▶ [Problem details]:
Should the word "Aleje" occur in a line of the records, copy that line.

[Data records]
= = =

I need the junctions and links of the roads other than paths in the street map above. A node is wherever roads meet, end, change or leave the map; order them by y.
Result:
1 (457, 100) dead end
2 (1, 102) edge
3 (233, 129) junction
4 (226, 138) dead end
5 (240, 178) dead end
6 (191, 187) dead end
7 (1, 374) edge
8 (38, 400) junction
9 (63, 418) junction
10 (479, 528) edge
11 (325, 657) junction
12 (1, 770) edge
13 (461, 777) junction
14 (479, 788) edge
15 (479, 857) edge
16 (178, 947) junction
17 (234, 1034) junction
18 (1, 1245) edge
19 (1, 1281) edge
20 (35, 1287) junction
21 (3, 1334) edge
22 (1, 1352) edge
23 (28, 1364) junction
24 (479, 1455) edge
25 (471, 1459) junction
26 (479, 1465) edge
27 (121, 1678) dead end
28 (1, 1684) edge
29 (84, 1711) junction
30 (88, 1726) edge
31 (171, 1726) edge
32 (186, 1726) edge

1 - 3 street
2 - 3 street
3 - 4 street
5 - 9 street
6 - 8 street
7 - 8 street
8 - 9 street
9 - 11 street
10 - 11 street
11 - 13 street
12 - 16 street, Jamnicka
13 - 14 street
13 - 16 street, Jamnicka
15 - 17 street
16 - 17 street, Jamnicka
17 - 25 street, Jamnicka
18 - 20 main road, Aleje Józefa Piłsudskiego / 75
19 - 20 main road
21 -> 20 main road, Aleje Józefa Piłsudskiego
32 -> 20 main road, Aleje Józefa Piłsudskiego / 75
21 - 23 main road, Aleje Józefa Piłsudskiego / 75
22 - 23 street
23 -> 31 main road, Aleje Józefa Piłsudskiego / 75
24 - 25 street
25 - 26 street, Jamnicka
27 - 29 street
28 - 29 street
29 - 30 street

= = =

▶ [Answer space]:
18 - 20 main road, Aleje Józefa Piłsudskiego / 75
21 -> 20 main road, Aleje Józefa Piłsudskiego
32 -> 20 main road, Aleje Józefa Piłsudskiego / 75
21 - 23 main road, Aleje Józefa Piłsudskiego / 75
23 -> 31 main road, Aleje Józefa Piłsudskiego / 75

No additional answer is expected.